Análise

Quem são os titulares da pasta educativa?

por EDULOG


7 de outubro de 2016 |

Quem são os responsáveis que tutelaram o Ministério da Educação (ME) desde 1974? No artigo “Faces e metamorfoses do poder: uma sociografia dos ministros da educação no Portugal democrático”, publicado em 2013, Pedro Abrantes e Cristina Roldão revelam que os 27 agentes que ocuparam o cargo “mantiveram um perfil muito específico”: são homens, nascidos em Lisboa, formados em certas escolas e cursos, com mestrado e doutoramento.

Há um padrão no cargo de ministro da Educação, constatam Pedro Abrantes e Cristina Roldão, investigadores do Centro de Investigação e Estudos de Sociologia do Instituto Universitário de Lisboa. Na sua maioria os titulares da pasta educativa são do sexo masculino e nasceram em Lisboa. Em geral, “apresentam-se como independentes, têm carreiras ligadas à docência universitária, à administração publica e, em alguns casos, também à administração de empresas e fundações”. O estudo pretendeu analisar os grupos, interesses e ideologias que desde 1974 até 2012 governaram o sistema educativo português.
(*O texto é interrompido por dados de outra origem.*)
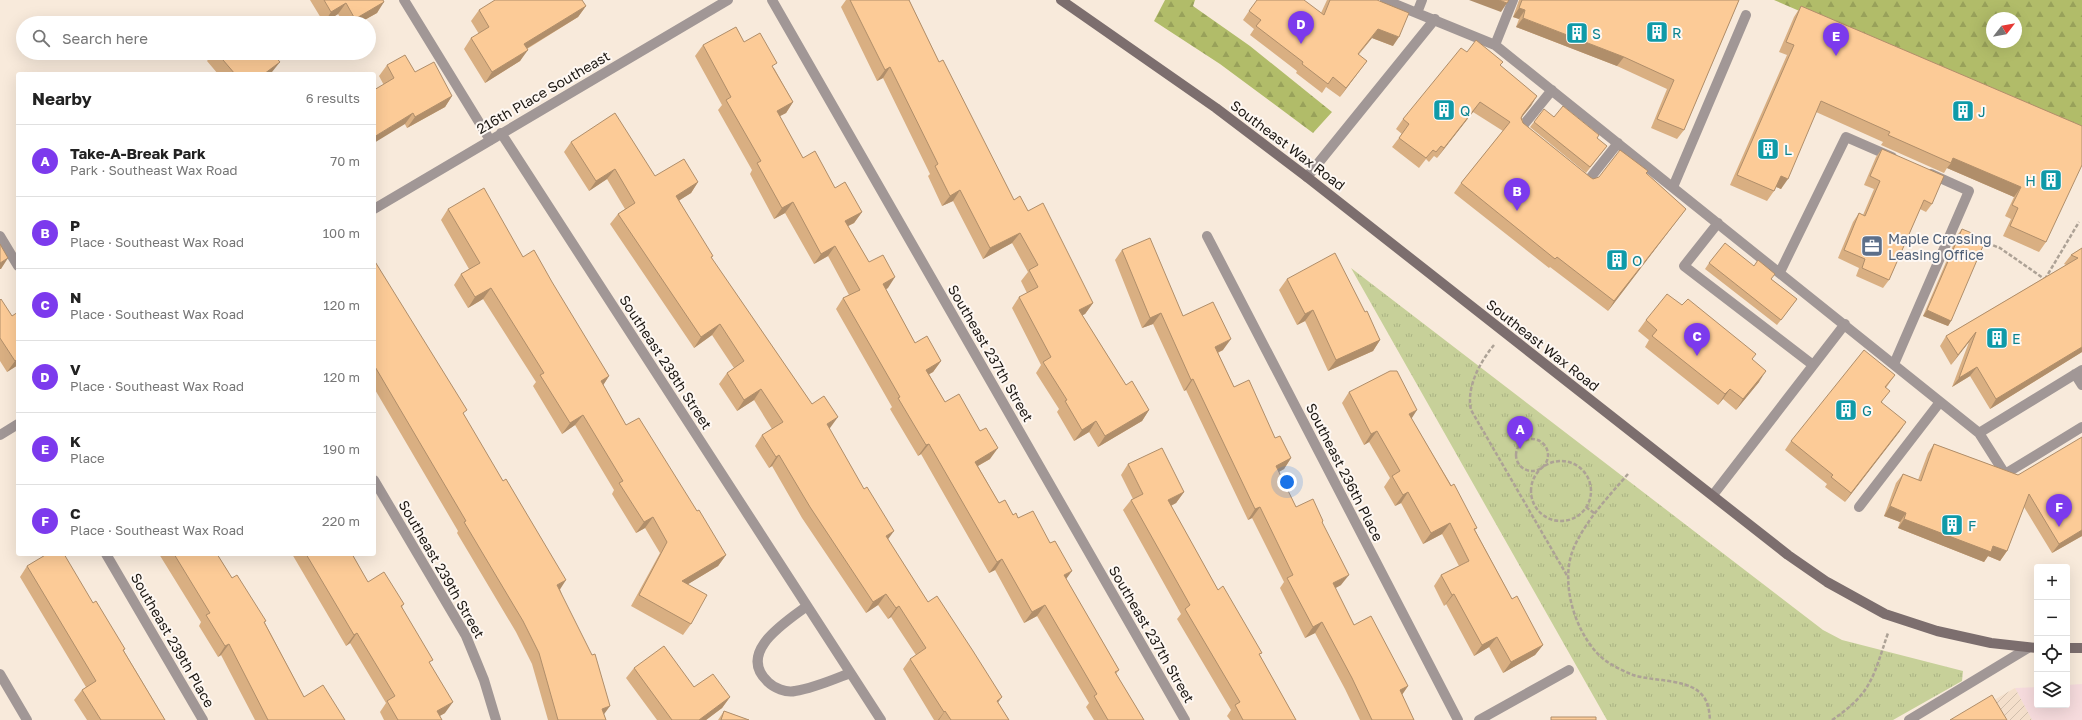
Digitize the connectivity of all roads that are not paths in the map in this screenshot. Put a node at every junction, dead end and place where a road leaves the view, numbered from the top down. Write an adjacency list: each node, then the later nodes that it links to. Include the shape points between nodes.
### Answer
1 (404, 0): 15 (street)
2 (728, 0): 13 (street, 216th Place Southeast)
3 (772, 0): 53 (street, Southeast 237th Street)
4 (1061, 0): 20 (main road, Southeast Wax Road, via 1216,108)
5 (1385, 0): 8 (street)
6 (1422, 0): 8 (street)
7 (1513, 0): 11 (street)
8 (1417, 13): 10 (street)
9 (1746, 15): 21 (street)
10 (1435, 19): 11 (street); 20 (street)
11 (1495, 45): 12 (street)
12 (1552, 90): 14 (street, via 1521,128); 16 (street)
13 (501, 133): 15 (street, 216th Place Southeast); 42 (street, Southeast 238th Street)
14 (1533, 138)
15 (490, 140): 22 (street, 216th Place Southeast)
16 (1618, 143): 19 (street, via 1587,182); 21 (street)
17 (1904, 162): 27 (street, via 1846,137)
18 (1918, 169): 29 (street, via 1969,191)
19 (1575, 172)
20 (1307, 177): 39 (main road, Southeast Wax Road)
21 (1673, 187): 23 (street)
22 (376, 208)
23 (1718, 223): 27 (street); 30 (street, via 1684,266)
24 (0, 236): 26 (street)
25 (1207, 236): 54 (street, Southeast 236th Place)
26 (16, 263)
27 (1780, 272): 28 (street)
28 (1844, 324): 29 (street); 30 (street)
29 (1894, 364): 33 (street)
30 (1813, 366): 39 (street)
31 (2079, 372): 32 (street); 36 (street)
32 (2082, 385)
33 (1940, 402): 36 (street); 40 (street)
34 (16, 425): 37 (street)
35 (2082, 427): 36 (street, via 2005,474)
36 (1979, 433)
37 (0, 435)
38 (376, 483): 51 (street, Southeast 239th Street, via 466,636 484,680)
39 (1713, 495): 43 (main road, Southeast Wax Road, via 1788,555 1827,582 1893,616 1938,631 1991,643)
40 (1859, 507)
41 (107, 556): 50 (street, Southeast 239th Place)
42 (807, 606): 47 (street, Southeast 238th Street); 47 (street, via 772,633 759,650 757,664 763,677 774,688 794,692)
43 (2032, 648): 56 (street)
44 (2070, 648): 45 (main road)
45 (2082, 648)
46 (1569, 670): 55 (street)
47 (850, 673): 52 (street, Southeast 238th Street)
48 (0, 674): 49 (street)
49 (27, 720)
50 (203, 720)
51 (496, 720)
52 (881, 720)
53 (1185, 720)
54 (1458, 720)
55 (1478, 720)
56 (1909, 720)

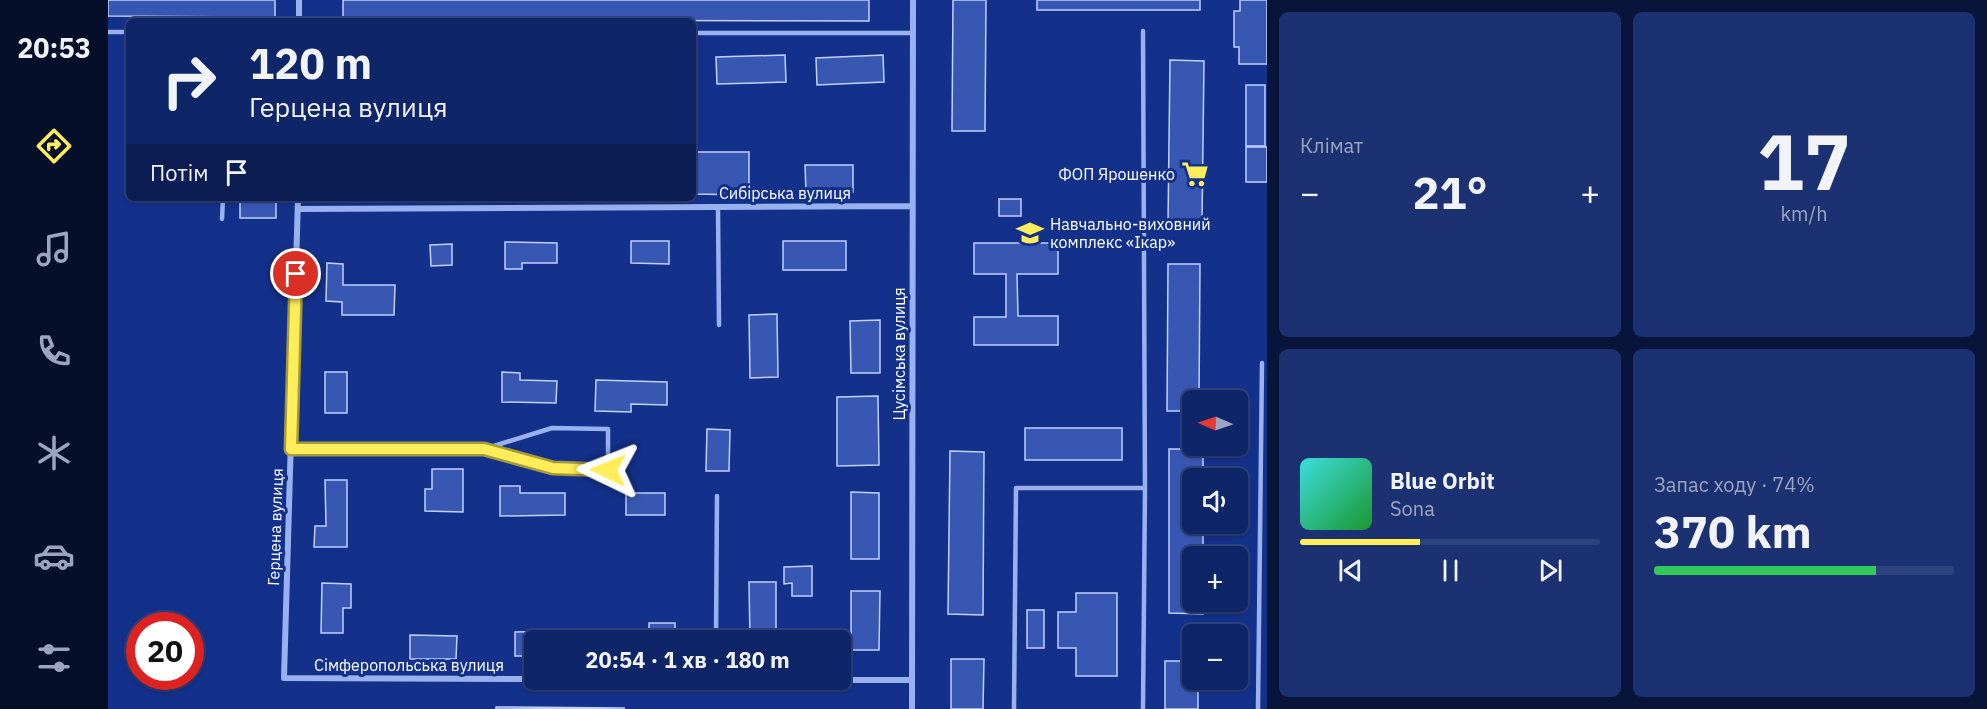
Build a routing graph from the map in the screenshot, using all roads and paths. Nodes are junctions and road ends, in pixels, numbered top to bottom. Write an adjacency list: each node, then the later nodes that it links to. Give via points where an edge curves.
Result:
1 (299, 0): 3 (street)
2 (913, 0): 8 (street, Цусімська вулиця)
3 (298, 18)
4 (1143, 31): 19 (lane)
5 (108, 32): 6 (lane)
6 (126, 32)
7 (696, 33): 8 (lane)
8 (913, 33): 11 (street, Цусімська вулиця)
9 (223, 201): 14 (lane)
10 (298, 201): 13 (street, Герцена вулиця)
11 (912, 206): 12 (street, Сибірська вулиця); 25 (street, Цусімська вулиця)
12 (718, 207): 13 (street, Сибірська вулиця); 15 (lane)
13 (298, 208): 17 (street, Герцена вулиця)
14 (222, 219)
15 (719, 325)
16 (1262, 363): 29 (lane)
17 (291, 449): 18 (lane); 22 (street, Герцена вулиця)
18 (484, 449): 18 (lane, via 553,468 608,470 608,429 552,428)
19 (1145, 488): 27 (lane, via 1016,488); 28 (lane)
20 (717, 496): 21 (lane)
21 (716, 630)
22 (284, 678): 23 (street, Сімферопольська вулиця)
23 (524, 679)
24 (851, 680): 25 (street)
25 (912, 680): 26 (street, Цусімська вулиця)
26 (912, 709)
27 (1014, 709)
28 (1143, 709)
29 (1258, 709)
Apesar da constância verificada no perfil dos ministros, Abrantes e Roldão referem que foi possível observar mudanças ao longo das últimas décadas no que toca à área de formação. “Os historiadores e filósofos do período revolucionário foram substituídos por engenheiros, nos anos 1980 e 1990 e, mais recentemente, por economistas e sociólogos. A formação pós-graduada no estrangeiro, sobretudo na Inglaterra e nos Estados Unidos, também consiste em um recurso importante”, escrevem os autores do artigo.

Perfil e trajetória

A análise sociográfica dos perfis e percursos de vida permitiu aos investigadores “identificar cinco traços fundamentais que marcam a complexa relação entre elites, política e educação, no Portugal contemporâneo”.

Primeiro ressalta a volatilidade do cargo: 27 pessoas ocuparam o cargo em 38 anos. A média de permanência no cargo, durante os governos constitucionais, é inferior a dois anos. Ou seja: apenas três ministros concluíram um mandato completo em 1987/1991, 1995/1999, 2005/2009. Os ministros são na sua maioria homens oriundos das áreas metropolitanas e estudantes nos “grandes liceus”. Apenas quatro das 27 pessoas que ocuparam o cargo desde 1974 são do sexo feminino. Um dado que, segundo os autores, “não deixa de ser significativo, atendendo a que o setor educativo, enquanto área profissional, tem sido ocupado na sua esmagadora maioria por mulheres”. Quanto aos estabelecimentos de ensino onde estudaram os ministros, são sobretudo escolas públicas das “mais antigas e prestigiadas do país”.

Quanto à formação superior, todos os ministros eram licenciados, a maioria com mestrado ou doutoramento. As licenciaturas de 26 ministros provem de certas universidades públicas; nove delas, em particular, da Universidade Técnica de Lisboa e dentro desta do Instituto Superior Técnico. Uma realidade que surpreende os autores do artigo por se tratar de uma instituição em que não existe investigação ou docência na área da educação. Dez ministros eram licenciados em Engenharia, três em ciências físico-químicas e um em farmácia.

O estudo permitiu ainda concluir sobre a preponderância partidária dos ministros de centro-direita e dos independentes. Dos 27, oito ministros eram filiados no Partido Social Democrata (PSD), cinco no Partido Socialista (PS), sendo os demais 14 considerados independentes, por não assumirem filiação partidária.

Ao analisar as ocupações socioprofissionais dos ministros da Educação ao longo da vida, Abrantes e Roldão, observaram que a maioria não revela uma carreira política longa. Profissionalmente, muitos deles são docentes universitários, sendo este o perfil dominante no recrutamento ministerial. “Depois de exercer funções dentro do governo, vários desses atores tornam-se administradores de fundações e empresas, tanto públicas como privadas”, constatam os autores do artigo.

Nas notas conclusivas, Pedro Abrantes e Cristina Roldão argumentam sobre a importância de alargar este género de estudo a outros titulares de cargos ligados ao Ministério da Educação, nomeadamente, aos secretários de estado e aos diretores-gerais. “Será também interessante comparar com os perfis e trajetórias dos governantes educativos em outros países, de modo a observar tendências internacionais e singularidades portuguesas”, concluem.